How to complete this task – Each record should reappear exactly in your answer, minus any picture.

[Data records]

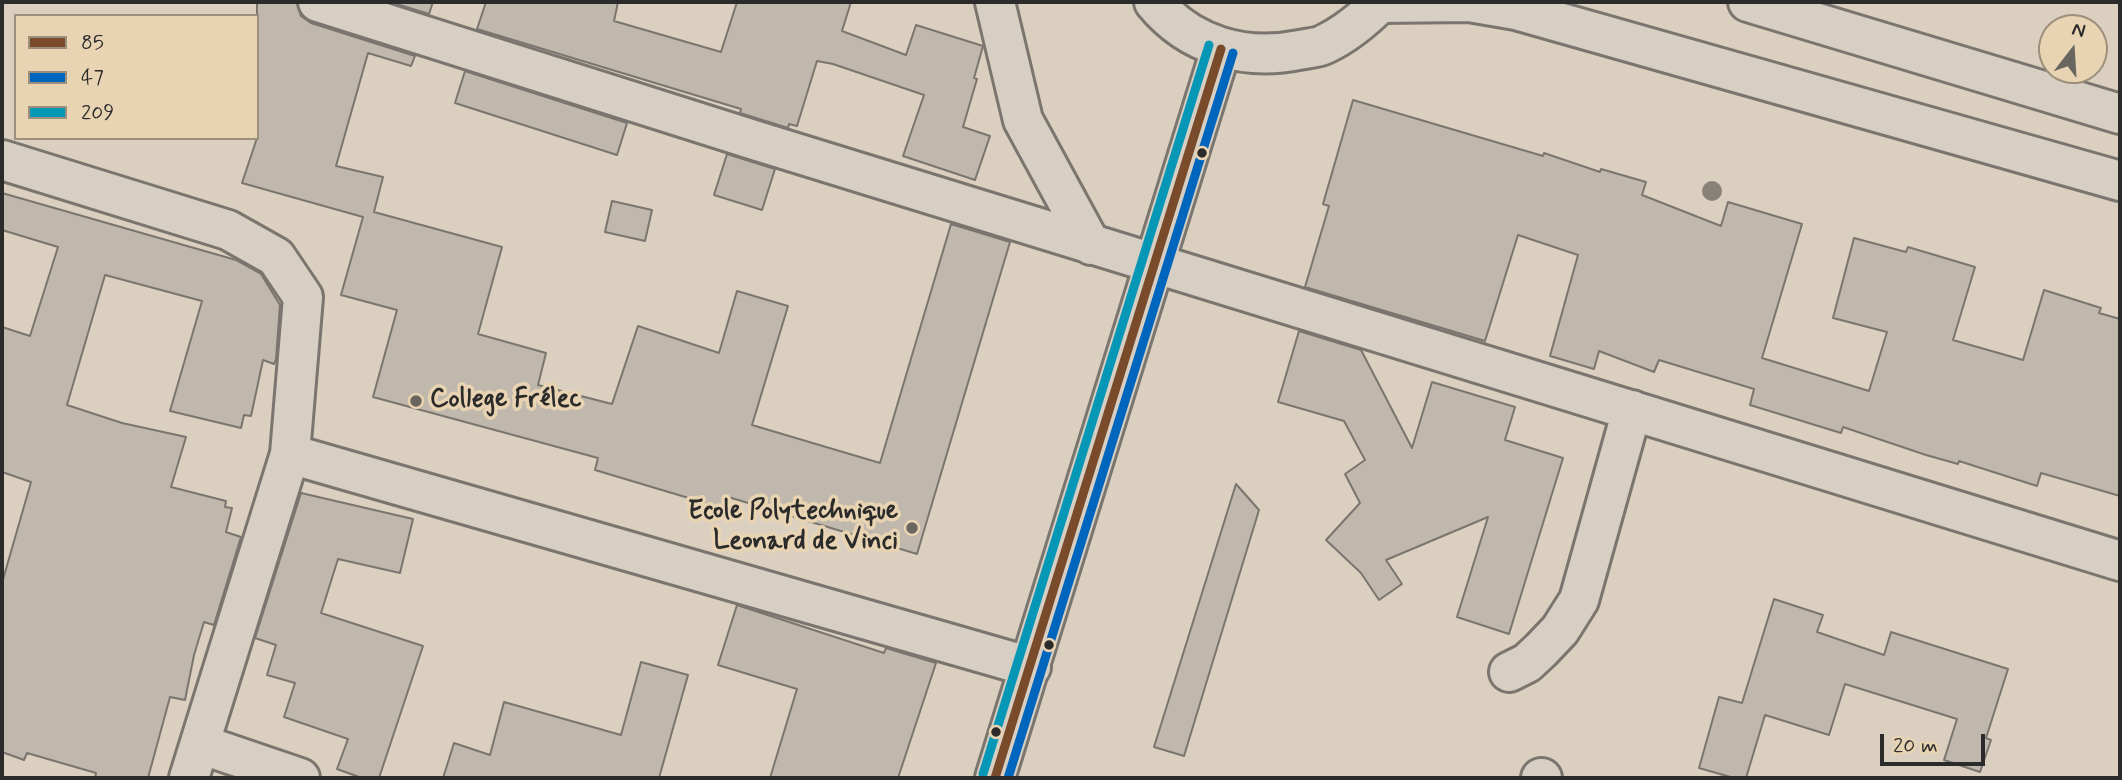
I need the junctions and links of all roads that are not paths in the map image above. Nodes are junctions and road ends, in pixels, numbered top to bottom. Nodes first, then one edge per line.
1 (318, 2) edge
2 (995, 2) edge
3 (1154, 2) edge
4 (1380, 2) edge
5 (1748, 2) edge
6 (1221, 50) junction
7 (2120, 114) edge
8 (2, 160) edge
9 (2120, 181) edge
10 (1091, 245) junction
11 (1155, 264) junction
12 (1632, 410) junction
13 (290, 454) junction
14 (2120, 561) edge
15 (1031, 667) junction
16 (1509, 671) dead end
17 (195, 761) edge
18 (300, 778) edge
19 (995, 778) edge

1 - 10 main road
2 - 10 main road
3 - 6 main road
4 - 6 main road
4 - 9 main road
5 - 7 main road
6 - 11 main road
8 - 13 main road
10 - 11 main road
11 - 12 main road
11 - 15 main road
12 - 14 main road
12 - 16 main road
13 - 15 main road
13 - 17 main road
15 - 19 main road
17 - 18 main road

Reply to the exercise –
I need the junctions and links of all roads that are not paths in the map image above. Nodes are junctions and road ends, in pixels, numbered top to bottom. Nodes first, then one edge per line.
1 (318, 2) edge
2 (995, 2) edge
3 (1154, 2) edge
4 (1380, 2) edge
5 (1748, 2) edge
6 (1221, 50) junction
7 (2120, 114) edge
8 (2, 160) edge
9 (2120, 181) edge
10 (1091, 245) junction
11 (1155, 264) junction
12 (1632, 410) junction
13 (290, 454) junction
14 (2120, 561) edge
15 (1031, 667) junction
16 (1509, 671) dead end
17 (195, 761) edge
18 (300, 778) edge
19 (995, 778) edge

1 - 10 main road
2 - 10 main road
3 - 6 main road
4 - 6 main road
4 - 9 main road
5 - 7 main road
6 - 11 main road
8 - 13 main road
10 - 11 main road
11 - 12 main road
11 - 15 main road
12 - 14 main road
12 - 16 main road
13 - 15 main road
13 - 17 main road
15 - 19 main road
17 - 18 main road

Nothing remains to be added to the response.